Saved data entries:
╭──
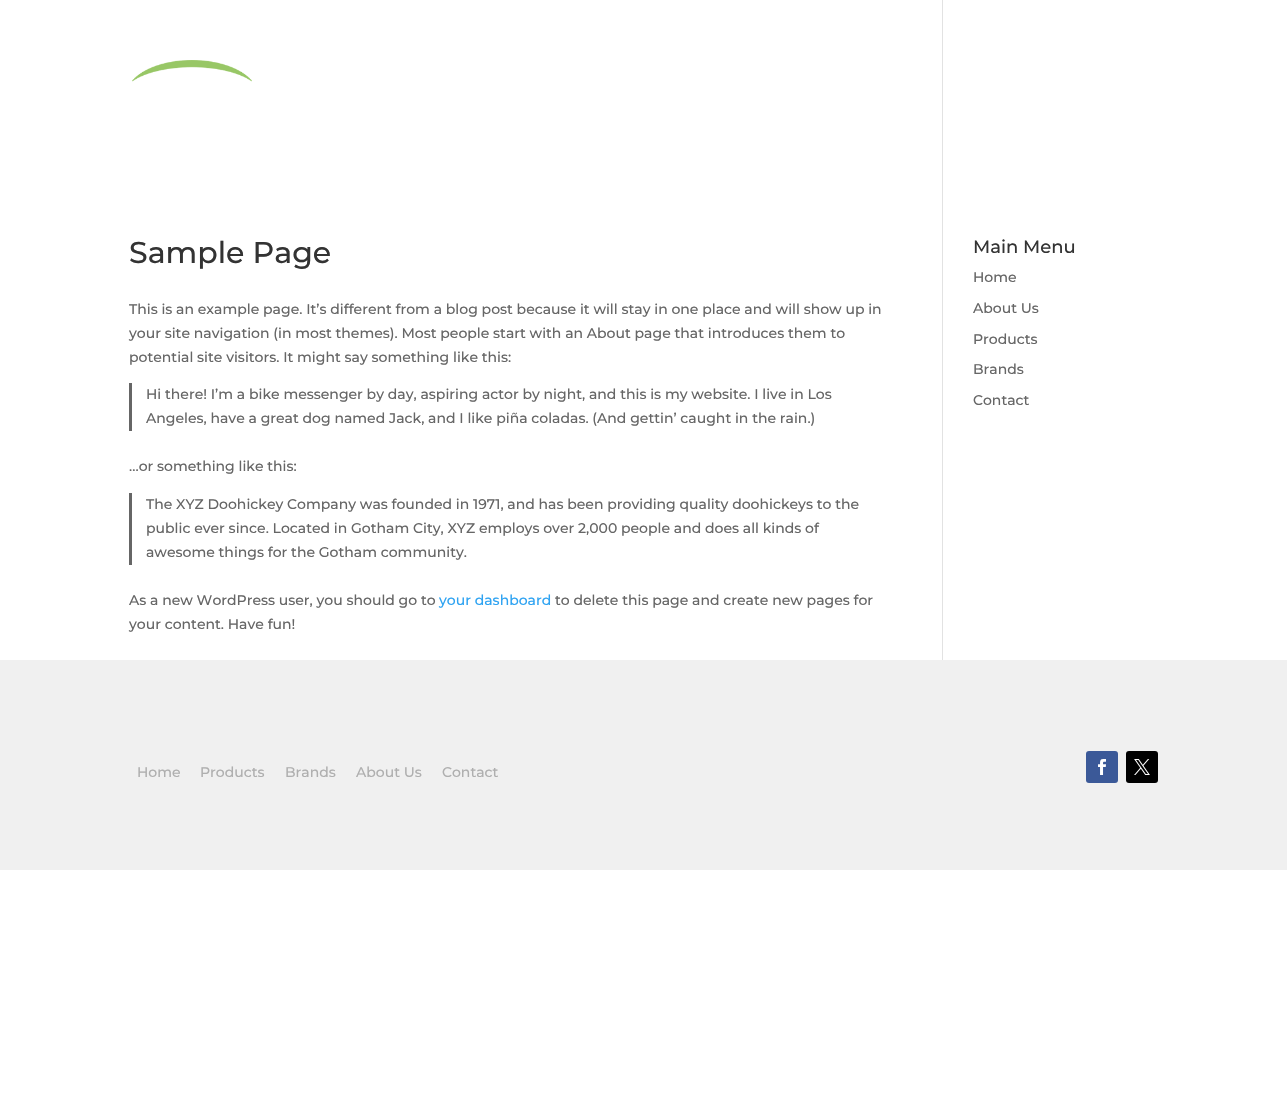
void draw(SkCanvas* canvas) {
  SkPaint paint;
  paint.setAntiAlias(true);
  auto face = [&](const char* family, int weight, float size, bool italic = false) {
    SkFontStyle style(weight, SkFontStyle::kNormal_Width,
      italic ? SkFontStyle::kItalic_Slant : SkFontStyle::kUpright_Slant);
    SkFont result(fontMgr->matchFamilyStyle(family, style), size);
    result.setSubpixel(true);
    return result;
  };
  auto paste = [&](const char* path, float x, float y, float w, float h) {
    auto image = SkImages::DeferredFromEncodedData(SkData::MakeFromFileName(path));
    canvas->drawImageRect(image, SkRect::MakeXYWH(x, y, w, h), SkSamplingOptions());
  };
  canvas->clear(0xffffffff);
  paste("img/1.png", 132, 60, 120, 22);
  {
    const struct { float x, y, w, h; SkColor color; } items[] = {
      {942, 0, 1, 660, 0xffe2e2e2},
      {129, 383, 3, 48, 0xff666666},
      {129, 493, 3, 72, 0xff666666},
      {0, 660, 1287, 210, 0xfff0f0f0},
    };
    for (auto [x, y, w, h, color] : items) {
      paint.setColor(color);
      canvas->drawRect(SkRect::MakeXYWH(x, y, w, h), paint);
    }
  }
  paint.setColor(0xff3b5998);
  canvas->drawRoundRect(SkRect::MakeXYWH(1086, 751, 32, 32), 3, 3, paint);
  paste("img/2.png", 1098, 759, 8, 16);
  paint.setColor(0xff000000);
  canvas->drawRoundRect(SkRect::MakeXYWH(1126, 751, 32, 32), 3, 3, paint);
  paste("img/3.png", 1134, 759, 16, 16);
  auto f0 = face("Montserrat", 500, 30);
  paint.setColor(0xff333333);
  canvas->drawString("Sample Page", 129, 263, f0, paint);
  auto f1 = face("Montserrat", 500, 14);
  paint.setColor(0xff666666);
  {
    const struct { const char* s; float x, y; } items[] = {
      {"This is an example page. It’s different from a blog post because it will stay in one place and will show up in", 129, 314},
      {"your site navigation (in most themes). Most people start with an About page that introduces them to", 129, 338},
      {"potential site visitors. It might say something like this:", 129, 362},
      {"Hi there! I’m a bike messenger by day, aspiring actor by night, and this is my website. I live in Los", 146, 399},
      {"Angeles, have a great dog named Jack, and I like piña coladas. (And gettin’ caught in the rain.)", 146, 423},
      {"…or something like this:", 129, 471},
      {"The XYZ Doohickey Company was founded in 1971, and has been providing quality doohickeys to the", 146, 509},
      {"public ever since. Located in Gotham City, XYZ employs over 2,000 people and does all kinds of", 146, 533},
      {"awesome things for the Gotham community.", 146, 557},
      {"As a new WordPress user, you should go to", 129, 605},
    };
    for (auto [s, x, y] : items) {
      canvas->drawString(s, x, y, f1, paint);
    }
  }
  paint.setColor(0xff2ea3f2);
  canvas->drawString("your dashboard", 439, 605, f1, paint);
  paint.setColor(0xff666666);
  canvas->drawString("to delete this page and create new pages for", 555, 605, f1, paint);
  canvas->drawString("your content. Have fun!", 129, 629, f1, paint);
  auto f2 = face("Montserrat", 500, 18);
  paint.setColor(0xff333333);
  canvas->drawString("Main Menu", 973, 253, f2, paint);
  paint.setColor(0xff666666);
  {
    const struct { const char* s; float x, y; } items[] = {
      {"Home", 973, 282},
      {"About Us", 973, 313},
      {"Products", 973, 344},
      {"Brands", 973, 374},
      {"Contact", 973, 405},
    };
    for (auto [s, x, y] : items) {
      canvas->drawString(s, x, y, f1, paint);
    }
  }
  paint.setColor(0xffafafaf);
  {
    const struct { const char* s; float x, y; } items[] = {
      {"Home", 137, 777},
      {"Products", 200, 777},
      {"Brands", 285, 777},
      {"About Us", 356, 777},
      {"Contact", 442, 777},
    };
    for (auto [s, x, y] : items) {
      canvas->drawString(s, x, y, f1, paint);
    }
  }
}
╰──
### TASK TO COMPLETE
List every line in the records above that contains the word "true".

### WORKED SOLUTION
  paint.setAntiAlias(true);
    result.setSubpixel(true);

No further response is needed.